TEM images are created using electrons instead of the photons of light we use to see the normal
world around us, or even the microscopic world as seen through the familiar light
microscope. Electrons are often more useful than photons for imaging because they
can travel at shorter wavelengths than light. This permits magnification and imaging of a
specimen by electrons up to 800 times greater than the best light microscope. The theoretical
limit of magnification with the resolution of light microscopy is about 2,000X whereas a high
quality TEM can magnify and resolve a specimen greater than 1,500,000X!
TEM is generally used to study ultra-thin sections of specimens, and allows scientists to
observe and analyze internal microstructures. These ultra-thin sections are typically 50-60
nanometers which is about one-third thinner than the shortest wavelength of visible light!!
Ultra-thin sections are produced using a special sectioning machine equipped with a diamond
knife. The most common imaging process begins by passing, or transmitting, a beam of
electrons through the ultra-thin section to a detector below the specimen. The specially prepared
sections are treated with heavy metal compounds that adhere selectively to the various
microstructures of the specimen. The areas with the highest concentrations of heavy
metal compounds are more dense than surrounding areas. Therefore, fewer electrons pass
through to the detector there, and the area appears darker in the final image. The signal from
the detector is processed and displayed on a fluorescent material for observation, recorded on
photographic film as a permanent record, or digitally captured for analysis and/or storage.
You can think of this process as standing over a screen with areas of differing mesh sizes,
the ultra-thin section of a specimen, and dropping a handful of BBs coated with wet white paint,
the electron beam, through the screen onto a piece of black paper, detector.
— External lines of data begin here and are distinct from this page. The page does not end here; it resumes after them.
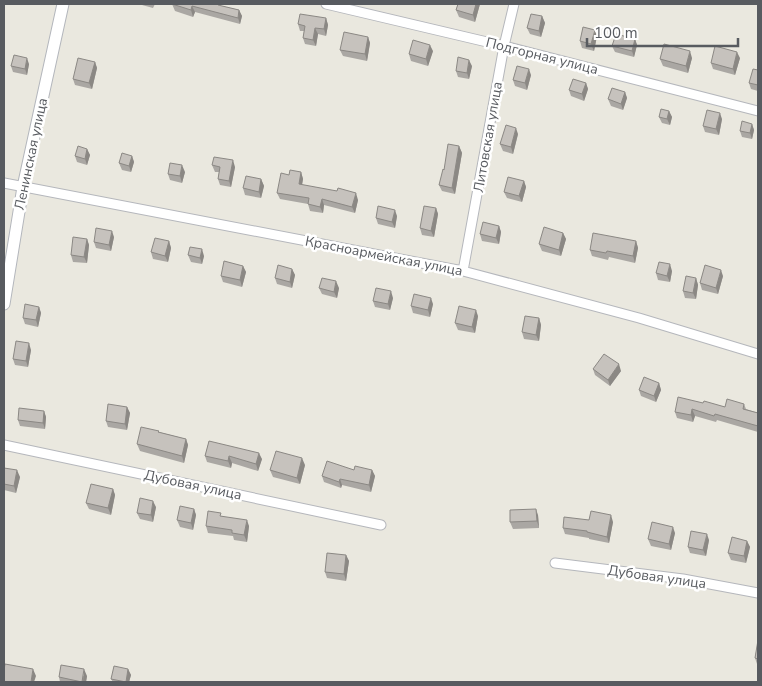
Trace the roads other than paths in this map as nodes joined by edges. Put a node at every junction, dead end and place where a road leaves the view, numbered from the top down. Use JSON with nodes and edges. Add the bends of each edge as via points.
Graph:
{"nodes":[{"id":1,"x":63,"y":4,"type":"edge"},
{"id":2,"x":326,"y":4,"type":"edge"},
{"id":3,"x":514,"y":4,"type":"edge"},
{"id":4,"x":504,"y":46,"type":"junction"},
{"id":5,"x":758,"y":110,"type":"edge"},
{"id":6,"x":4,"y":183,"type":"edge"},
{"id":7,"x":22,"y":187,"type":"junction"},
{"id":8,"x":463,"y":271,"type":"junction"},
{"id":9,"x":4,"y":304,"type":"edge"},
{"id":10,"x":758,"y":354,"type":"edge"},
{"id":11,"x":4,"y":445,"type":"edge"},
{"id":12,"x":381,"y":525,"type":"dead end"},
{"id":13,"x":555,"y":563,"type":"dead end"},
{"id":14,"x":758,"y":593,"type":"edge"}],
"edges":[{"from":1,"to":7,"type":"main road","name":"Ленинская улица"},
{"from":2,"to":4,"type":"street","name":"Подгорная улица"},
{"from":3,"to":4,"type":"street","name":"Литовская улица"},
{"from":4,"to":5,"type":"street","name":"Подгорная улица"},
{"from":4,"to":8,"type":"street","name":"Литовская улица"},
{"from":6,"to":7,"type":"street","name":"Красноармейская улица"},
{"from":7,"to":8,"type":"street","name":"Красноармейская улица"},
{"from":7,"to":9,"type":"main road","name":"Ленинская улица"},
{"from":8,"to":10,"type":"street","name":"Красноармейская улица"},
{"from":11,"to":12,"type":"street","name":"Дубовая улица"},
{"from":13,"to":14,"type":"street","name":"Дубовая улица","via":[[683,579]]}]}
The areas of the
black paper that get white paint from the BBs would be a representation of the pattern of mesh
openings in the screen.
Other, more specialized, imaging techniques include shadow casting, which means coating
specimens having microtopography so that shadows are imaged when the electron beam passes
through the specimen. In another technique, crystalline structure can be determined and
crystalline substances identified by studying the patterns of electron diffraction when the
electron beam passed through an ultra-thin layer of crystals.
Our Zeiss transmission electron microscope with a charge-coupled device (CCD) camera
interfaced to a computer workstation provides a comprehensive image collection and analysis
capability. This system is interfaced with the Information Technology Services' Network.